Frame Protocol and Functionality Zones
There are three typical types of instructional computer frames , they are:
* Instructional
* Practice-Question
* Transitional.

Instructional frames provide instructional content to the student. Practice and Question frames provide interactive opportunities for the students to practice what they have learned at whatever level is appropriate such as recall, recognition, or application. The Transitional Frames bridge lesson information between major parts of the program.

Frame protocol is the consistent designation swof various zones as applied to each frame. These include the:
* Header Zone
* Information Zone
* Directions Zone.

The header zone or headline lets the student know where they are in the program. A headline is used here to draw the student’s attention to the topic of the particular screen. A headline mentally prepares the student for what follows and serves to reinforce the main idea. Present one idea per graphic is also critical. This principle helps to focus the reader and to avoid any distraction. Begin with a large font at first to capture the attention and help students concentrate on the subject.

The information zone provides the instructional materials either through text, illustrations, or both. Graphic types within in this zone can be static (still) pictures, graphs, charts, or dynamic video clips

The directions zone presents directions to the learner of what actions are required or available. This zone is normally found on the bottom or on the side of the screen. It provides the student with directional options such as forward, backward, or to the beginning.

Graphics to Enhance the Learning Environment
The graphic can be used to clarify the subject material while emphasizing a point by highlighting a particular piece of information. The graphic becomes another method of simplifying a complex topic.

Adding variety to the computerized lesson is an effective way to keep students interested. Sustaining interest is difficult when all the student sees or hears is words. The use of good graphics can also help students to change focus, particularly helpful if the material being presented is complex or difficult to follow. Furthermore, good graphics help students to mentally record and remember main points during complex material.
Graphics should only be used when appropriate. They should match the learner, content, and learning tasks. They should not distract, but they should serve their function. There are four types of graphics found within computer based training programs, they are:
* Cosmetic
* Motivational
* Attention-getting
* Presentation Graphics.

Cosmetic graphics do not carry instructional value, but helps make the materials more attractive to the learner. However, these graphics should be designed with a true motivational impact to keep the learners interested in the program while giving a finished, polished, and commercial image. They should be planned early and not added to give length or quantity. They can be used to provide useful backgrounds and transitional screens.
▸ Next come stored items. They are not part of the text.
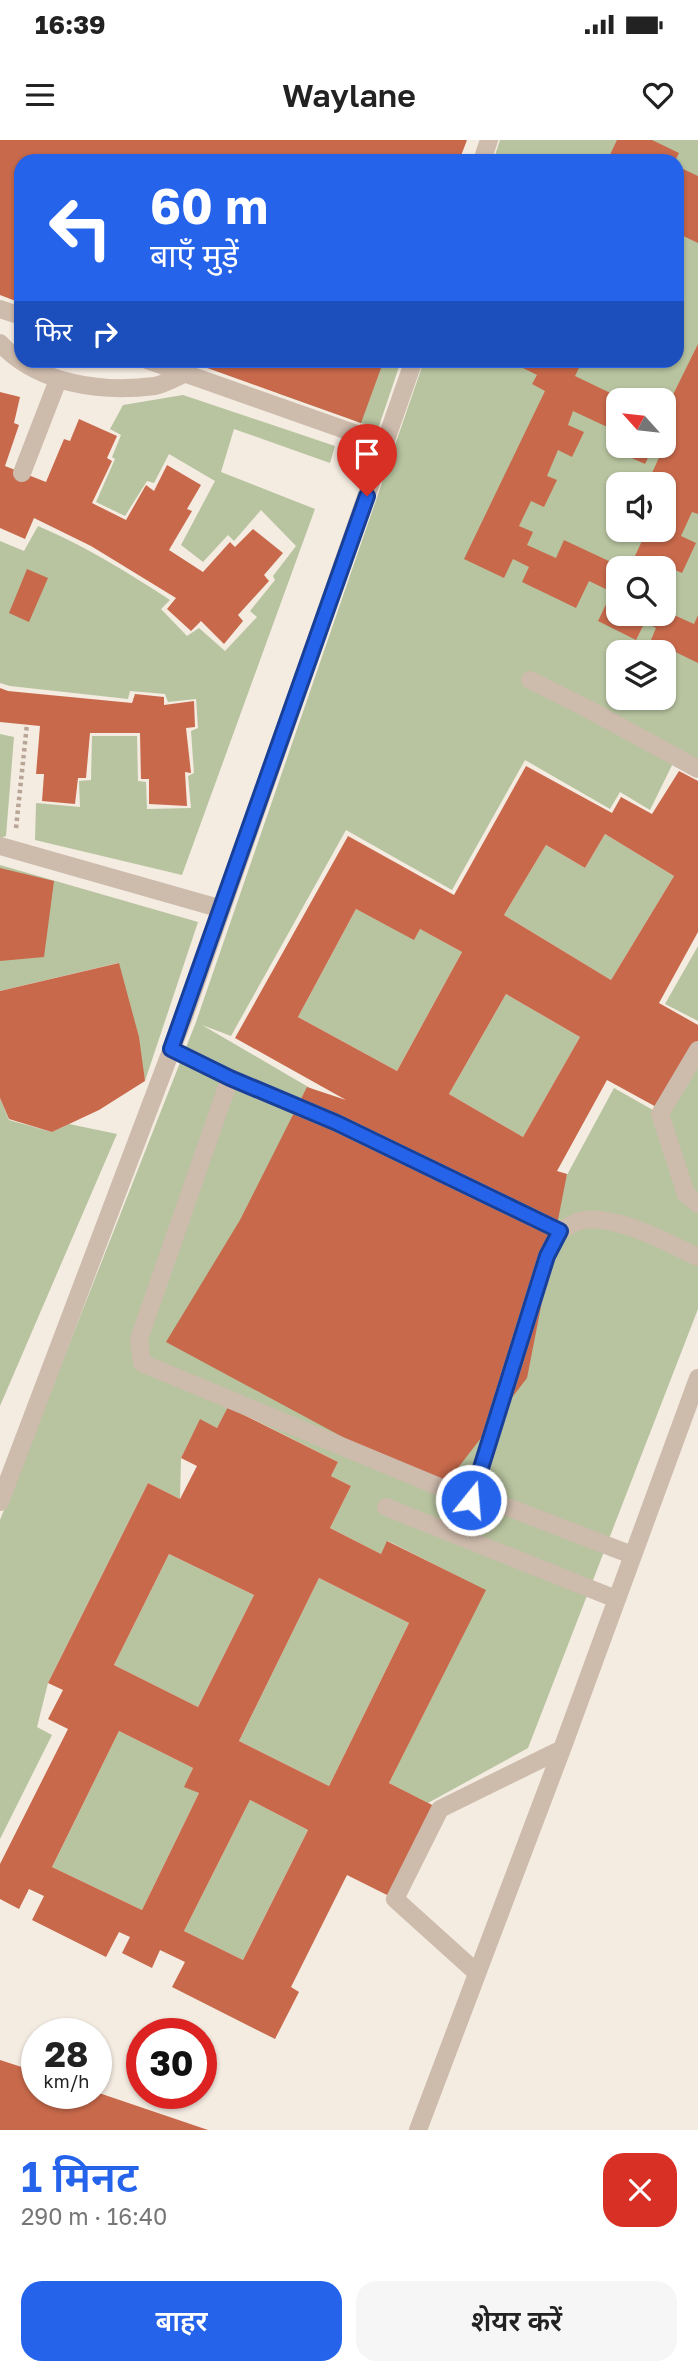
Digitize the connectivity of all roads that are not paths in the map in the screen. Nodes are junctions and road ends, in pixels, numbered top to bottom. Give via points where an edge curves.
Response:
1 (0, 343) edge
2 (14, 358) edge
3 (30, 368) edge
4 (170, 368) edge
5 (411, 368) edge
6 (184, 373) junction
7 (58, 380) junction
8 (385, 444) junction
9 (22, 473) dead end
10 (530, 680) dead end
11 (698, 769) edge
12 (7, 848) edge
13 (222, 909) junction
14 (171, 1049) junction
15 (698, 1050) edge
16 (230, 1078) junction
17 (698, 1204) edge
18 (560, 1231) junction
19 (698, 1256) edge
20 (698, 1378) edge
21 (471, 1500) junction
22 (0, 1502) edge
23 (386, 1507) dead end
24 (632, 1555) junction
25 (616, 1599) junction
26 (562, 1749) junction
27 (477, 1973) junction
28 (418, 2130) edge

1 - 2 street
3 - 7 street
4 - 6 street
5 - 8 street
6 - 7 street via 157,386 89,386
6 - 8 street
7 - 9 street
8 - 13 street
10 - 11 street
12 - 13 street
13 - 14 street
14 - 16 street
14 - 22 street
15 - 17 street via 660,1114 686,1194
16 - 18 street via 349,1128
16 - 21 street via 139,1339 142,1363
18 - 19 street via 579,1221 604,1220
18 - 21 street via 547,1256
20 - 24 street
21 - 24 street via 510,1508
23 - 25 street
24 - 25 street
25 - 26 street
26 - 27 street
26 - 27 street via 440,1809 395,1899
27 - 28 street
Motivational graphics provide meaningful context for learning while increasing the innate motivation of the learner. They should avoid distraction while increasing interest. Photographs and video can be included into these screens to trigger emotion and affective responses from the learner.

Attention-getting graphics are designed to catch the eye of the learner and pull them back to the instruction of a particular task. The opposite or enemy to attention-getting graphics are boring repetitive and monotonous screens. Contrasting screen elements, such as animated dancing penguins or flashing bullets can also attract attention to a particular subject.
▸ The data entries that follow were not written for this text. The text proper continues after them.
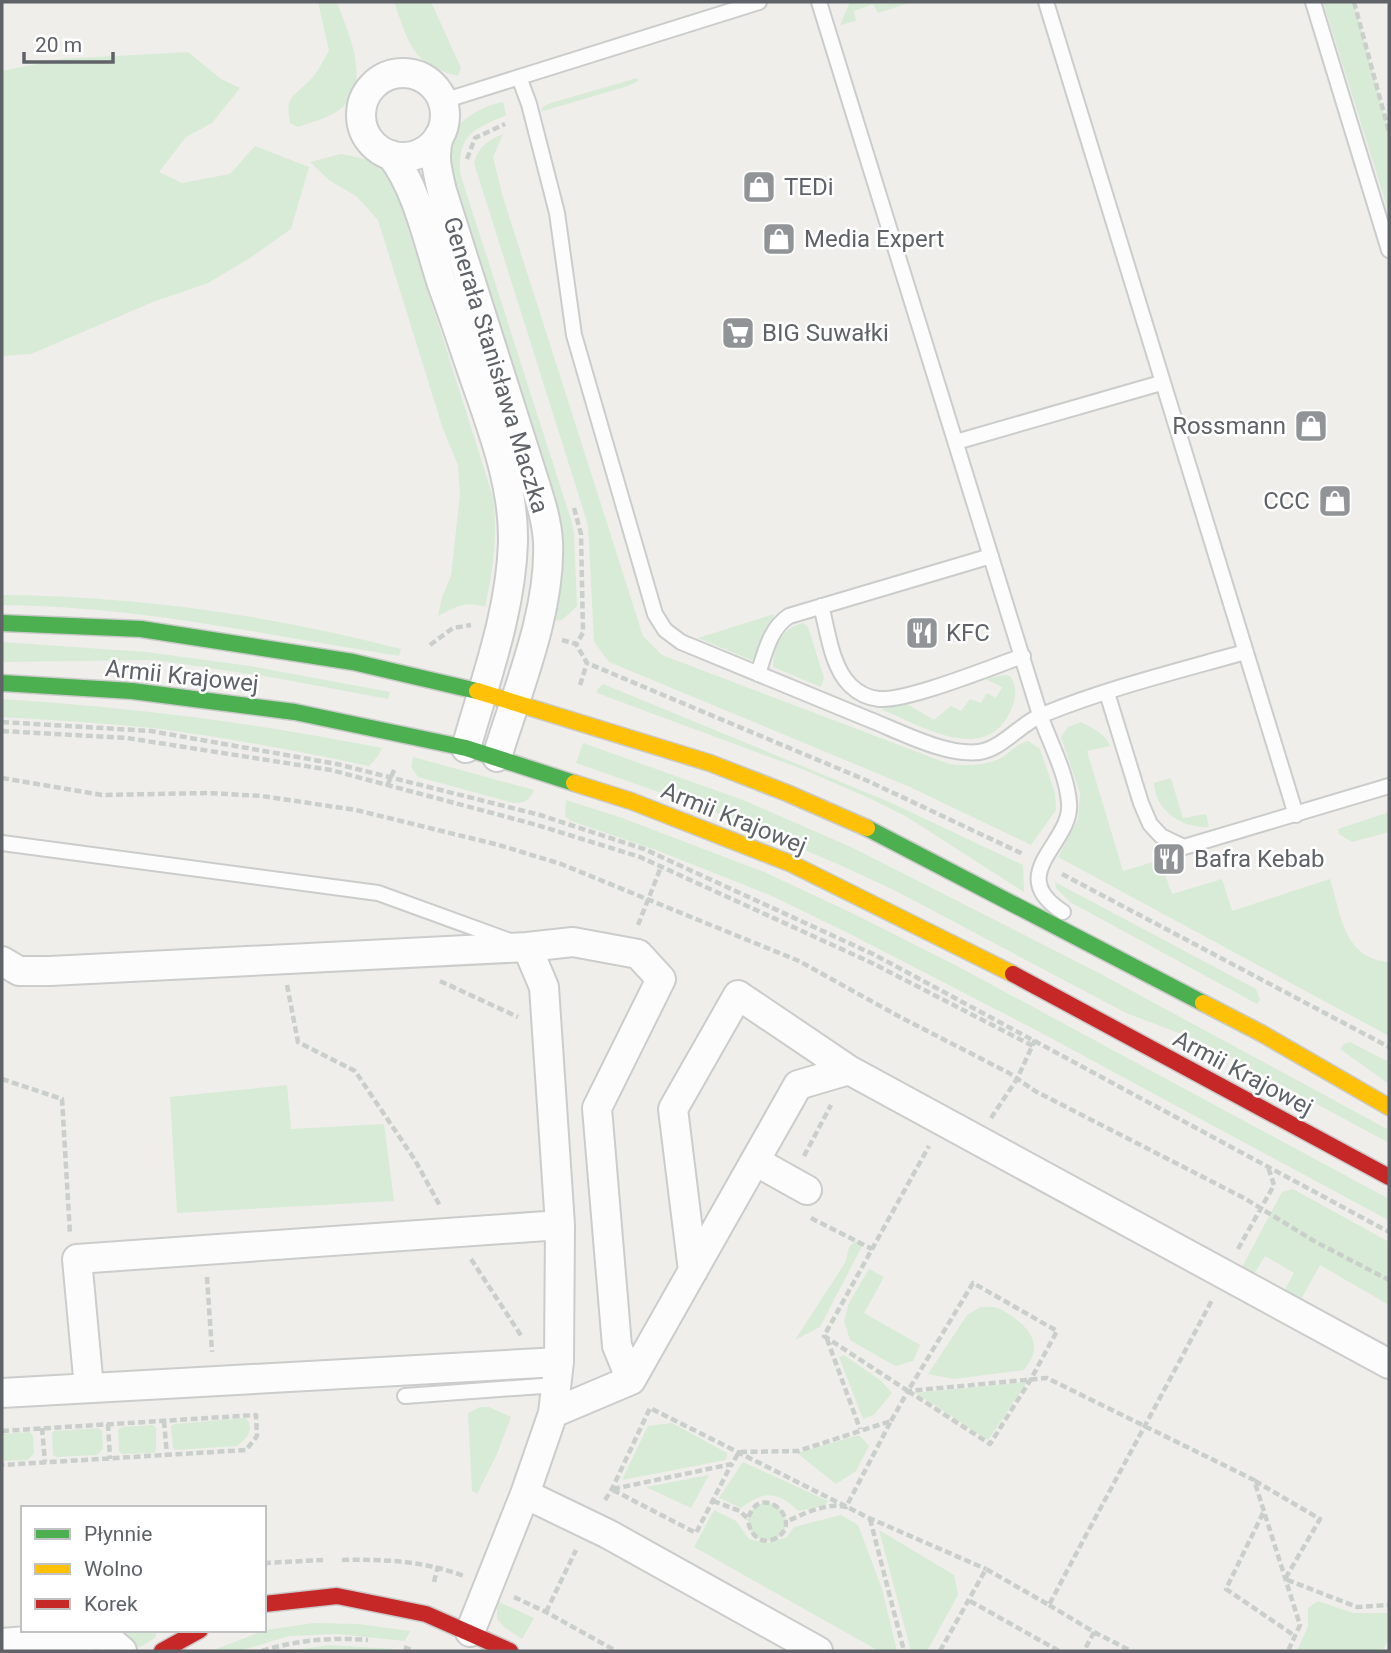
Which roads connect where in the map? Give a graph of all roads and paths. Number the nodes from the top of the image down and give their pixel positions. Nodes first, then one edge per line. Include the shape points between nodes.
1 (759, 2) edge
2 (819, 2) edge
3 (1046, 2) edge
4 (1313, 2) edge
5 (1354, 2) edge
6 (519, 77) junction
7 (443, 101) junction
8 (1389, 132) edge
9 (439, 136) junction
10 (391, 155) junction
11 (1389, 250) edge
12 (1161, 383) junction
13 (956, 442) junction
14 (992, 556) junction
15 (821, 606) junction
16 (2, 623) edge
17 (534, 635) junction
18 (1245, 652) junction
19 (1023, 656) junction
20 (758, 674) junction
21 (2, 683) edge
22 (482, 692) junction
23 (1107, 693) junction
24 (514, 702) junction
25 (1040, 715) junction
26 (2, 722) edge
27 (2, 731) edge
28 (466, 748) junction
29 (497, 757) junction
30 (2, 778) edge
31 (1389, 786) edge
32 (1296, 815) junction
33 (2, 843) edge
34 (1043, 864) junction
35 (661, 867) junction
36 (648, 901) junction
37 (1079, 921) dead end
38 (1104, 935) dead end
39 (527, 947) junction
40 (404, 953) junction
41 (628, 953) junction
42 (2, 961) edge
43 (286, 977) dead end
44 (523, 1019) dead end
45 (1261, 1033) junction
46 (1035, 1040) junction
47 (1033, 1046) junction
48 (1389, 1048) edge
49 (849, 1070) junction
50 (1017, 1079) junction
51 (1011, 1088) dead end
52 (1389, 1107) edge
53 (943, 1121) junction
54 (755, 1161) junction
55 (1268, 1166) junction
56 (1389, 1177) edge
57 (808, 1203) joint
58 (1261, 1207) junction
59 (560, 1225) junction
60 (1389, 1232) edge
61 (462, 1244) junction
62 (872, 1249) junction
63 (206, 1250) junction
64 (692, 1271) junction
65 (1224, 1274) junction
66 (1389, 1280) edge
67 (827, 1339) junction
68 (212, 1359) dead end
69 (530, 1364) junction
70 (1389, 1364) edge
71 (558, 1374) junction
72 (1031, 1379) junction
73 (631, 1380) junction
74 (89, 1388) junction
75 (908, 1391) junction
76 (2, 1393) edge
77 (405, 1396) dead end
78 (553, 1413) junction
79 (164, 1421) junction
80 (891, 1421) junction
81 (108, 1424) junction
82 (1147, 1425) junction
83 (41, 1428) junction
84 (860, 1429) junction
85 (2, 1431) edge
86 (739, 1452) junction
87 (167, 1456) junction
88 (110, 1459) junction
89 (45, 1462) junction
90 (732, 1464) junction
91 (2, 1465) edge
92 (1254, 1480) junction
93 (612, 1489) junction
94 (525, 1494) junction
95 (713, 1501) junction
96 (846, 1507) junction
97 (1264, 1512) junction
98 (869, 1518) junction
99 (748, 1519) junction
100 (786, 1522) junction
101 (588, 1525) junction
102 (266, 1563) edge
103 (986, 1569) junction
104 (1285, 1579) junction
105 (489, 1586) junction
106 (970, 1601) junction
107 (266, 1604) edge
108 (1049, 1605) junction
109 (1389, 1605) edge
110 (546, 1612) junction
111 (196, 1632) edge
112 (470, 1632) junction
113 (1094, 1632) junction
114 (1295, 1636) junction
115 (371, 1640) dead end
116 (2, 1643) edge
117 (395, 1645) dead end
118 (122, 1651) edge
119 (162, 1651) edge
120 (262, 1651) edge
121 (414, 1651) edge
122 (510, 1651) edge
123 (616, 1651) edge
124 (818, 1651) edge
125 (904, 1651) edge
126 (940, 1651) edge
127 (1059, 1651) edge
128 (1084, 1651) edge
129 (1131, 1651) edge
130 (1288, 1651) edge

1 - 6 lane
2 - 13 lane
3 - 12 lane
4 - 11 lane
5 - 8 path
6 - 7 lane
6 - 20 lane via 557,213 574,335 656,614 681,642
7 - 9 street
7 - 10 street via 427,80 402,72 377,81 368,90 362,102 362,128 379,150
9 - 10 street via 418,154
9 - 17 street, Generała Stanisława Maczka via 435,163 442,191 546,525 547,569
10 - 22 street, Generała Stanisława Maczka via 401,167 417,210 492,427 510,499 513,541 509,576
12 - 13 lane
12 - 18 lane
13 - 14 lane
14 - 15 lane
14 - 19 lane
15 - 19 lane via 838,666 850,685 864,695 881,699 912,693
15 - 20 lane via 781,621
16 - 22 main road, Armii Krajowej via 141,629 267,647
17 - 24 street, Generała Stanisława Maczka
17 - 34 path via 576,644 587,663 868,781
18 - 23 lane
18 - 32 lane
19 - 25 lane
20 - 25 lane via 954,751 982,752
21 - 28 main road, Armii Krajowej via 132,691 295,712
22 - 24 main road, Armii Krajowej
22 - 28 street, Generała Stanisława Maczka
23 - 25 lane
23 - 32 lane via 1141,803 1150,824 1167,840 1184,847
24 - 29 street, Generała Stanisława Maczka
24 - 45 main road, Armii Krajowej via 710,763 787,793 877,833
25 - 34 lane via 1069,802 1069,812
26 - 46 path via 151,731 337,764 540,815 644,849 875,955
27 - 35 path via 127,738 331,770 537,825
28 - 29 main road, Armii Krajowej
29 - 56 main road, Armii Krajowej via 631,801 792,864 1021,978
30 - 36 path via 102,795 262,796 356,810 561,864
31 - 32 lane
33 - 39 lane via 378,893
34 - 37 lane via 1041,889 1053,905
34 - 48 path
35 - 36 path
35 - 47 path via 872,963
36 - 41 path
36 - 50 path via 799,961
38 - 45 lane via 1221,1001
39 - 40 street
39 - 41 street via 573,942
39 - 59 street via 544,987
40 - 42 street via 50,971 19,971
40 - 44 path via 407,966
41 - 73 street via 638,954 660,979 597,1108 617,1346
43 - 61 path via 298,1042 355,1071 415,1160
45 - 52 main road, Armii Krajowej
46 - 47 path
46 - 55 path
47 - 50 path
49 - 53 street
49 - 54 street via 798,1084
49 - 64 street via 738,995 673,1109
50 - 51 path
50 - 58 path
53 - 62 path
53 - 65 street
54 - 57 street
54 - 64 street
55 - 58 path via 1274,1185
55 - 60 path
57 - 62 path
58 - 65 path
58 - 66 path
59 - 61 street
59 - 71 street
61 - 63 street
61 - 69 path via 528,1346
62 - 67 path via 824,1336
63 - 68 path
63 - 74 street via 77,1259
64 - 73 street
65 - 70 street
65 - 82 path
67 - 75 path
67 - 84 path
69 - 71 street
69 - 74 street
71 - 77 lane
71 - 78 street
72 - 75 path
72 - 75 path via 990,1444
72 - 75 path via 1057,1331 973,1283
72 - 82 path via 1048,1378
73 - 78 street
74 - 76 street
75 - 80 path
78 - 94 street
79 - 81 path
79 - 87 path
79 - 87 path via 256,1415 257,1436 246,1450
80 - 84 path
80 - 96 path
81 - 83 path
81 - 88 path
82 - 92 path
82 - 108 path
83 - 85 path
83 - 89 path
84 - 86 path via 798,1451
86 - 90 path
86 - 93 path via 650,1408
86 - 96 path
87 - 88 path
88 - 89 path
89 - 91 path
90 - 93 path
90 - 95 path
92 - 97 path
92 - 104 path via 1321,1519
93 - 95 path via 696,1532
93 - 101 path
94 - 101 street
94 - 105 street
95 - 99 path
96 - 98 path
96 - 100 path via 805,1513
97 - 104 path
97 - 114 path via 1226,1589
98 - 103 path
98 - 125 path
99 - 100 path via 756,1506 771,1503 778,1506
99 - 100 path via 751,1532 767,1541 777,1538
101 - 110 path
101 - 124 street
102 - 105 path via 375,1559 438,1566
103 - 106 path
103 - 108 path
104 - 109 path via 1357,1608
104 - 114 path via 1300,1625
105 - 110 path
105 - 112 street
106 - 126 path
106 - 127 path
107 - 112 main road via 337,1596 426,1614
108 - 113 path
110 - 123 path
111 - 119 main road
112 - 122 main road
113 - 128 path
113 - 129 path
114 - 130 path
115 - 120 path via 337,1637
116 - 118 street via 103,1635
117 - 121 path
Presentation graphics should be harmonious and relevant to the text. This graphic may be used as the primary vehicle of the lesson content. It may be used to supplement the verbal information via text or audio. When the text alone produces educational competency, graphics may not be necessary. A well constructed verbal message or text can sufficiently cue a learner to internally form the appropriate message intended by the designer. Additionally, reliance on external visual graphics may decrease with the age of the learner. Therefore, using pictures and other graphics may not be as important with adults as with children. The designer can use a framing device to distinguish a line of text or a illustration on the presentation graphic. This technique emphasizes text, while providing a visual graphic.

Avoid Distracting the Learners
Irrelevant clip art and pictures that detract from the message of the training program. Don’t use outdated pictures that won’t help reinforce current subject materials. Avoid illustrations that causes students to concentrate on the illustration and not the message. Don’t use poor quality illustrations. If illustration does not supplement, explain, or clarify the concept-don’t use it. Use visuals that fit the audience, especially the age or technical level. A graphic for entry level technicians may disinterest high level experienced personnel. Conversely, a sophisticated graph or chart may loose the attention and interest of the beginner technician because they cannot figure out why the graphic is used.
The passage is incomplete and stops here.